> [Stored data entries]
################

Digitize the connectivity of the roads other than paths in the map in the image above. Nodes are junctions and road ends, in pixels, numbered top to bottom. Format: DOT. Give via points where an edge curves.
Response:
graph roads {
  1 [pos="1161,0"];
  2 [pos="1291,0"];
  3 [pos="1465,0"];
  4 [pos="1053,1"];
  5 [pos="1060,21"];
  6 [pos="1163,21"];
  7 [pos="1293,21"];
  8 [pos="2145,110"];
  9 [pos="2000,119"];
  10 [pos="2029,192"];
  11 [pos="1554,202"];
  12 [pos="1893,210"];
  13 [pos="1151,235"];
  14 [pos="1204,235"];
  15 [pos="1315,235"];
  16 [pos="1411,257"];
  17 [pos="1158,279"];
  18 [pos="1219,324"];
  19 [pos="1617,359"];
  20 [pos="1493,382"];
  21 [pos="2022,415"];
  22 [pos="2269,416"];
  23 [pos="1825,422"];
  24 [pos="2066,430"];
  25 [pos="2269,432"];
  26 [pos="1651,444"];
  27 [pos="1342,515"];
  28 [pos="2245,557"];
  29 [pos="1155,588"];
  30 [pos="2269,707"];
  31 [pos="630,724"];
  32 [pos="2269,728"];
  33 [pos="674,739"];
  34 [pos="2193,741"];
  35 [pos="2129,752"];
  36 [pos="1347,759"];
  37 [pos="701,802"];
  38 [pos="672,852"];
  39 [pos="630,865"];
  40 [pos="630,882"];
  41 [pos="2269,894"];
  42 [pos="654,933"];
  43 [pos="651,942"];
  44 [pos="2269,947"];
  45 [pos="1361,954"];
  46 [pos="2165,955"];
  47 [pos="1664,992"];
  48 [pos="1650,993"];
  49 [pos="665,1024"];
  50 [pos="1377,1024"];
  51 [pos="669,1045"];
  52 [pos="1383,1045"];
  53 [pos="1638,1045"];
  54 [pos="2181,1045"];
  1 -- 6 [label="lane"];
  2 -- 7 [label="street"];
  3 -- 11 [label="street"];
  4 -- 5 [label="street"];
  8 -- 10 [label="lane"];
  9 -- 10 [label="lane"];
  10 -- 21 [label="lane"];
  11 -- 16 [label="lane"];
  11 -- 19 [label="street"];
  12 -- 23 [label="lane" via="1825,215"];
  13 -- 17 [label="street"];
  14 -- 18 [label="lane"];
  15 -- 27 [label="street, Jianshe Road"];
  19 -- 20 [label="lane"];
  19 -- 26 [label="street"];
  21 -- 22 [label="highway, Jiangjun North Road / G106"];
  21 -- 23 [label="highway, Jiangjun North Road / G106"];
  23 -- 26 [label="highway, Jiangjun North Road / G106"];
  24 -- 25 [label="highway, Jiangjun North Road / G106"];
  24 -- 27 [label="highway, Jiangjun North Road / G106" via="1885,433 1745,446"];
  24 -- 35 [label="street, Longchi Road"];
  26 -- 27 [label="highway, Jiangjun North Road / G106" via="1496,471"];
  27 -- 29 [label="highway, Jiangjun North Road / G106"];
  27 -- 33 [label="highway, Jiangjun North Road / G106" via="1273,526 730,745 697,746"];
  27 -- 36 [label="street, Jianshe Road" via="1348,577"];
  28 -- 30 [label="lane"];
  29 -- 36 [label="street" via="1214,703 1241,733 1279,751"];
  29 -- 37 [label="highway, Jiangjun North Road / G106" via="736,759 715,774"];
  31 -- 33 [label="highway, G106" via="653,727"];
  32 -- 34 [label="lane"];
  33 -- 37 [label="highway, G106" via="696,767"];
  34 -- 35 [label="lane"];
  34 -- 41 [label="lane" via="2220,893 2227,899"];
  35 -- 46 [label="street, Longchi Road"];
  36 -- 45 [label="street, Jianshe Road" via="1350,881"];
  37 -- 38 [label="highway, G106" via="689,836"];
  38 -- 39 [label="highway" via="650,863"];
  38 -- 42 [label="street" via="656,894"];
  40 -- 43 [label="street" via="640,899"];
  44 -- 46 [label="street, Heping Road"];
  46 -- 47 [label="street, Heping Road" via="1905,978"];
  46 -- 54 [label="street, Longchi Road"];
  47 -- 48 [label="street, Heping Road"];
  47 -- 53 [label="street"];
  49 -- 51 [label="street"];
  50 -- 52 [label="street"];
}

################

> [Task brief] Having read the records above, print them out again exactly.

> [Task answer]
Digitize the connectivity of the roads other than paths in the map in the image above. Nodes are junctions and road ends, in pixels, numbered top to bottom. Format: DOT. Give via points where an edge curves.
Response:
graph roads {
  1 [pos="1161,0"];
  2 [pos="1291,0"];
  3 [pos="1465,0"];
  4 [pos="1053,1"];
  5 [pos="1060,21"];
  6 [pos="1163,21"];
  7 [pos="1293,21"];
  8 [pos="2145,110"];
  9 [pos="2000,119"];
  10 [pos="2029,192"];
  11 [pos="1554,202"];
  12 [pos="1893,210"];
  13 [pos="1151,235"];
  14 [pos="1204,235"];
  15 [pos="1315,235"];
  16 [pos="1411,257"];
  17 [pos="1158,279"];
  18 [pos="1219,324"];
  19 [pos="1617,359"];
  20 [pos="1493,382"];
  21 [pos="2022,415"];
  22 [pos="2269,416"];
  23 [pos="1825,422"];
  24 [pos="2066,430"];
  25 [pos="2269,432"];
  26 [pos="1651,444"];
  27 [pos="1342,515"];
  28 [pos="2245,557"];
  29 [pos="1155,588"];
  30 [pos="2269,707"];
  31 [pos="630,724"];
  32 [pos="2269,728"];
  33 [pos="674,739"];
  34 [pos="2193,741"];
  35 [pos="2129,752"];
  36 [pos="1347,759"];
  37 [pos="701,802"];
  38 [pos="672,852"];
  39 [pos="630,865"];
  40 [pos="630,882"];
  41 [pos="2269,894"];
  42 [pos="654,933"];
  43 [pos="651,942"];
  44 [pos="2269,947"];
  45 [pos="1361,954"];
  46 [pos="2165,955"];
  47 [pos="1664,992"];
  48 [pos="1650,993"];
  49 [pos="665,1024"];
  50 [pos="1377,1024"];
  51 [pos="669,1045"];
  52 [pos="1383,1045"];
  53 [pos="1638,1045"];
  54 [pos="2181,1045"];
  1 -- 6 [label="lane"];
  2 -- 7 [label="street"];
  3 -- 11 [label="street"];
  4 -- 5 [label="street"];
  8 -- 10 [label="lane"];
  9 -- 10 [label="lane"];
  10 -- 21 [label="lane"];
  11 -- 16 [label="lane"];
  11 -- 19 [label="street"];
  12 -- 23 [label="lane" via="1825,215"];
  13 -- 17 [label="street"];
  14 -- 18 [label="lane"];
  15 -- 27 [label="street, Jianshe Road"];
  19 -- 20 [label="lane"];
  19 -- 26 [label="street"];
  21 -- 22 [label="highway, Jiangjun North Road / G106"];
  21 -- 23 [label="highway, Jiangjun North Road / G106"];
  23 -- 26 [label="highway, Jiangjun North Road / G106"];
  24 -- 25 [label="highway, Jiangjun North Road / G106"];
  24 -- 27 [label="highway, Jiangjun North Road / G106" via="1885,433 1745,446"];
  24 -- 35 [label="street, Longchi Road"];
  26 -- 27 [label="highway, Jiangjun North Road / G106" via="1496,471"];
  27 -- 29 [label="highway, Jiangjun North Road / G106"];
  27 -- 33 [label="highway, Jiangjun North Road / G106" via="1273,526 730,745 697,746"];
  27 -- 36 [label="street, Jianshe Road" via="1348,577"];
  28 -- 30 [label="lane"];
  29 -- 36 [label="street" via="1214,703 1241,733 1279,751"];
  29 -- 37 [label="highway, Jiangjun North Road / G106" via="736,759 715,774"];
  31 -- 33 [label="highway, G106" via="653,727"];
  32 -- 34 [label="lane"];
  33 -- 37 [label="highway, G106" via="696,767"];
  34 -- 35 [label="lane"];
  34 -- 41 [label="lane" via="2220,893 2227,899"];
  35 -- 46 [label="street, Longchi Road"];
  36 -- 45 [label="street, Jianshe Road" via="1350,881"];
  37 -- 38 [label="highway, G106" via="689,836"];
  38 -- 39 [label="highway" via="650,863"];
  38 -- 42 [label="street" via="656,894"];
  40 -- 43 [label="street" via="640,899"];
  44 -- 46 [label="street, Heping Road"];
  46 -- 47 [label="street, Heping Road" via="1905,978"];
  46 -- 54 [label="street, Longchi Road"];
  47 -- 48 [label="street, Heping Road"];
  47 -- 53 [label="street"];
  49 -- 51 [label="street"];
  50 -- 52 [label="street"];
}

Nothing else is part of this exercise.